*** Opening INPUT FOR THIS TASK ***

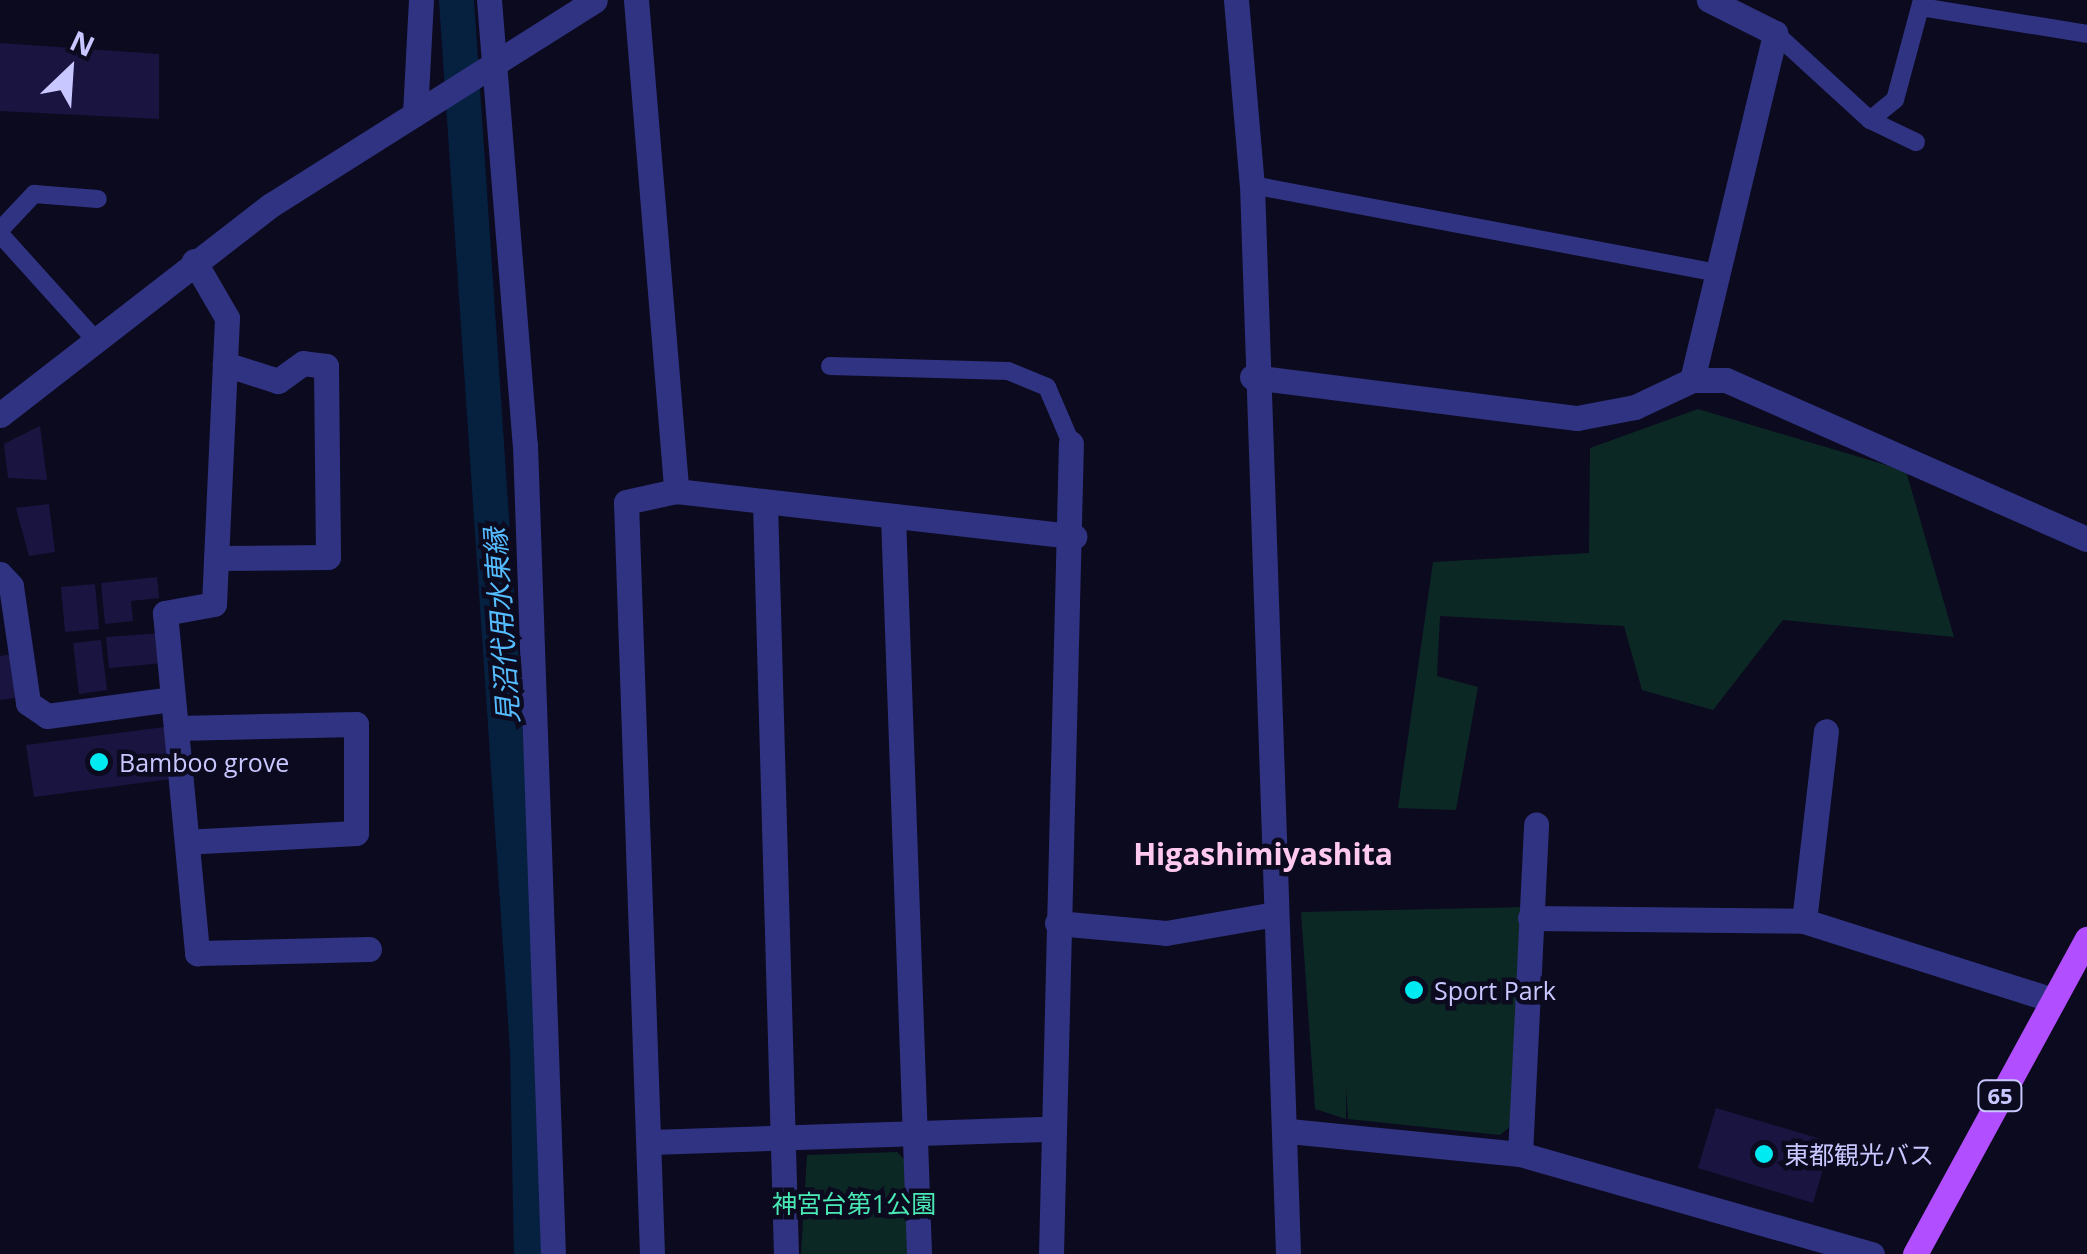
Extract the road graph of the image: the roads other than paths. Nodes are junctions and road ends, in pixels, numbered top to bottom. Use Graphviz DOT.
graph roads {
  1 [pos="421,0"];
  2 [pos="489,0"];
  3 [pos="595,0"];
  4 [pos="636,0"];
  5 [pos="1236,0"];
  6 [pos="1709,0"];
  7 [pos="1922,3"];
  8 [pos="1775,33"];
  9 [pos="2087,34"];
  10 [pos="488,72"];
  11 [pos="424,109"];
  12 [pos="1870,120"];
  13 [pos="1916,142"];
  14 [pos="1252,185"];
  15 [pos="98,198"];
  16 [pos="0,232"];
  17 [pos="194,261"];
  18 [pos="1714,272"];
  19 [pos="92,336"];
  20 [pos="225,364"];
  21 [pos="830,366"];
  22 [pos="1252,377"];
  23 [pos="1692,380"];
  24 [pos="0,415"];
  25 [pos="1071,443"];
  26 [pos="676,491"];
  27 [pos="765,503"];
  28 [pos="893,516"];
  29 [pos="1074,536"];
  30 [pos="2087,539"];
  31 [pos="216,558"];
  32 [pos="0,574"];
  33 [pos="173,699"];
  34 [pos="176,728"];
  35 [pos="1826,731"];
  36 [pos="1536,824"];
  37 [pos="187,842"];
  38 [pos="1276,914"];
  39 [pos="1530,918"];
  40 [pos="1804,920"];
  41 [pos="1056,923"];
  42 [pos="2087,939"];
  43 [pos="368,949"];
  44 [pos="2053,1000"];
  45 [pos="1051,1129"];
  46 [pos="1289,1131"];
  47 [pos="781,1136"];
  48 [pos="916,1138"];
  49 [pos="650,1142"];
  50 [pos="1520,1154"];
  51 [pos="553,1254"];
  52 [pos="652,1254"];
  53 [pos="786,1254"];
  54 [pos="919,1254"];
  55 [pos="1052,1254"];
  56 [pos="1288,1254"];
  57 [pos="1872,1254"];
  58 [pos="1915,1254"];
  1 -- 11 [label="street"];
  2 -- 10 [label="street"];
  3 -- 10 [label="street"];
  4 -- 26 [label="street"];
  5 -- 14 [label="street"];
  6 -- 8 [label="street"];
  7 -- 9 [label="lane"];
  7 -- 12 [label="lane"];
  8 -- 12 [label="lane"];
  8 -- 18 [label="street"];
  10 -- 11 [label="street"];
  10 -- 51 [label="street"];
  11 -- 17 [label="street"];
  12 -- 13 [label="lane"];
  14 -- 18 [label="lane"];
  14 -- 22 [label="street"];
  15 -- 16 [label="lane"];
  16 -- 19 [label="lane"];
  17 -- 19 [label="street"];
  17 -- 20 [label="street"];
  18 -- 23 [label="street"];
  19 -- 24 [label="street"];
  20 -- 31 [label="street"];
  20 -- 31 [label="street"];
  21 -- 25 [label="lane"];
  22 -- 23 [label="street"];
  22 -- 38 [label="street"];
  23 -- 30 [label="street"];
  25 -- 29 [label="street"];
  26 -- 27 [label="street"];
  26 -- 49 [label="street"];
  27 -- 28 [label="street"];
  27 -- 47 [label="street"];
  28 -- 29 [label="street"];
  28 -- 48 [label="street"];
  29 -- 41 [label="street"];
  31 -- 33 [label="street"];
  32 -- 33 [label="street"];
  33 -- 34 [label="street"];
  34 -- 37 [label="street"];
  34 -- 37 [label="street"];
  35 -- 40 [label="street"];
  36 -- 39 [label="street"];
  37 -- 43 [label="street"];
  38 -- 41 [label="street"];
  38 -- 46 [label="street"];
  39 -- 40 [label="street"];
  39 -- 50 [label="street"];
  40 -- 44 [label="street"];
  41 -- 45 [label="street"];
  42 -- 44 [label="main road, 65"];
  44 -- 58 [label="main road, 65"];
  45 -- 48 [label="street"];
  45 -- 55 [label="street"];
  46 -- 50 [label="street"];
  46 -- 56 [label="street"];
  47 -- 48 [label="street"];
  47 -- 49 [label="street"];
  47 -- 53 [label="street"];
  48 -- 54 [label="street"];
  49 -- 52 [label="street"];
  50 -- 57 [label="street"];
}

*** Closing INPUT FOR THIS TASK ***
*** Opening INPUT FOR THIS TASK ***

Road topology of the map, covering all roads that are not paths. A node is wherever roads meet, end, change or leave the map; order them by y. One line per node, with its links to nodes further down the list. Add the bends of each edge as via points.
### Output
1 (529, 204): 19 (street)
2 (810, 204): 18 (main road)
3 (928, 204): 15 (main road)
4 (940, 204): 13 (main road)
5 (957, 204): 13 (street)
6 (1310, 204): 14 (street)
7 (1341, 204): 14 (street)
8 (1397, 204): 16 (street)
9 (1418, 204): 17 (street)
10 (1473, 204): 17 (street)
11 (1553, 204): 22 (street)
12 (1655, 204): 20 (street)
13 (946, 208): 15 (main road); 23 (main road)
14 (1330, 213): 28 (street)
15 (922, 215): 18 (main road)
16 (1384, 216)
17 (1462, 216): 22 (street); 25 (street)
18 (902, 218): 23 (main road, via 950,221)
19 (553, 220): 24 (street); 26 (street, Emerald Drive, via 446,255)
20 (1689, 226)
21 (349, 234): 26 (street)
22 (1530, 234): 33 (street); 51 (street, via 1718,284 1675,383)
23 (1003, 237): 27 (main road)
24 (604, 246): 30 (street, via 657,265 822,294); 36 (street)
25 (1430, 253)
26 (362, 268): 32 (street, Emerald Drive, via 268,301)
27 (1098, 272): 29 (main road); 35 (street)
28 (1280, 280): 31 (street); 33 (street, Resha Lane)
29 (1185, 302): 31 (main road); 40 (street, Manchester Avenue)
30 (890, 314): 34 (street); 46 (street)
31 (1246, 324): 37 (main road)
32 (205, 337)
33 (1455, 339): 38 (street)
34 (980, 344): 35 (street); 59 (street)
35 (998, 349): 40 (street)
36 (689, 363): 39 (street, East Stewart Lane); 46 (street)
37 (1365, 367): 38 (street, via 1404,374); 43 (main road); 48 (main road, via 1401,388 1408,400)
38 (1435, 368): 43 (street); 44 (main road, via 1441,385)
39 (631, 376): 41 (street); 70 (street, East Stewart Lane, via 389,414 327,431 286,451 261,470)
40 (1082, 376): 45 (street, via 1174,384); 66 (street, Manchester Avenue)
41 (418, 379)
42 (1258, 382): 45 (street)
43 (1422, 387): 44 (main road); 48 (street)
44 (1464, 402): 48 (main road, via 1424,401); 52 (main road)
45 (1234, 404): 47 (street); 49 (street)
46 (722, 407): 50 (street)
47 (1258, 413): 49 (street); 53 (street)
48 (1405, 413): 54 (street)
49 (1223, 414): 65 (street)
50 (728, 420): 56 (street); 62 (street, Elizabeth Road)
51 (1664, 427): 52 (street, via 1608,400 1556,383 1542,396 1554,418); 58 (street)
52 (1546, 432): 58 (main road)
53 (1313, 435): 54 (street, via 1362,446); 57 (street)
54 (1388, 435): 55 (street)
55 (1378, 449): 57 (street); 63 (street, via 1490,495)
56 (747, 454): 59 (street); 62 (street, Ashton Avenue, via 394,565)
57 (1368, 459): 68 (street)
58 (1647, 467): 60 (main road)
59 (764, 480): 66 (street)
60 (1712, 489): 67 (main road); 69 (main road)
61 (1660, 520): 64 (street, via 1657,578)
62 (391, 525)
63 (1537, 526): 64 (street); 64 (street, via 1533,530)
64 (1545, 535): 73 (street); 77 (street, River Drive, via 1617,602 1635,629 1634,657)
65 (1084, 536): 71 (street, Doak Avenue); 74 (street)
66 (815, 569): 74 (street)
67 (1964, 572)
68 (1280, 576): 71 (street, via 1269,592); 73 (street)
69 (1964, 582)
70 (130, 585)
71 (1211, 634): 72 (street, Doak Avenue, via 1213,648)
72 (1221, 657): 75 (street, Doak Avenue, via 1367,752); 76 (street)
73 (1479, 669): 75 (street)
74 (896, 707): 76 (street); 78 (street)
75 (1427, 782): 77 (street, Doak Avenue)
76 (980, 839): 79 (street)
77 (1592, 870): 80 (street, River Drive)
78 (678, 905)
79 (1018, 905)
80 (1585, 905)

*** Closing INPUT FOR THIS TASK ***

If a line in the records above contains "Stewart", copy that line.

> ANSWER AREA:
36 (689, 363): 39 (street, East Stewart Lane); 46 (street)
39 (631, 376): 41 (street); 70 (street, East Stewart Lane, via 389,414 327,431 286,451 261,470)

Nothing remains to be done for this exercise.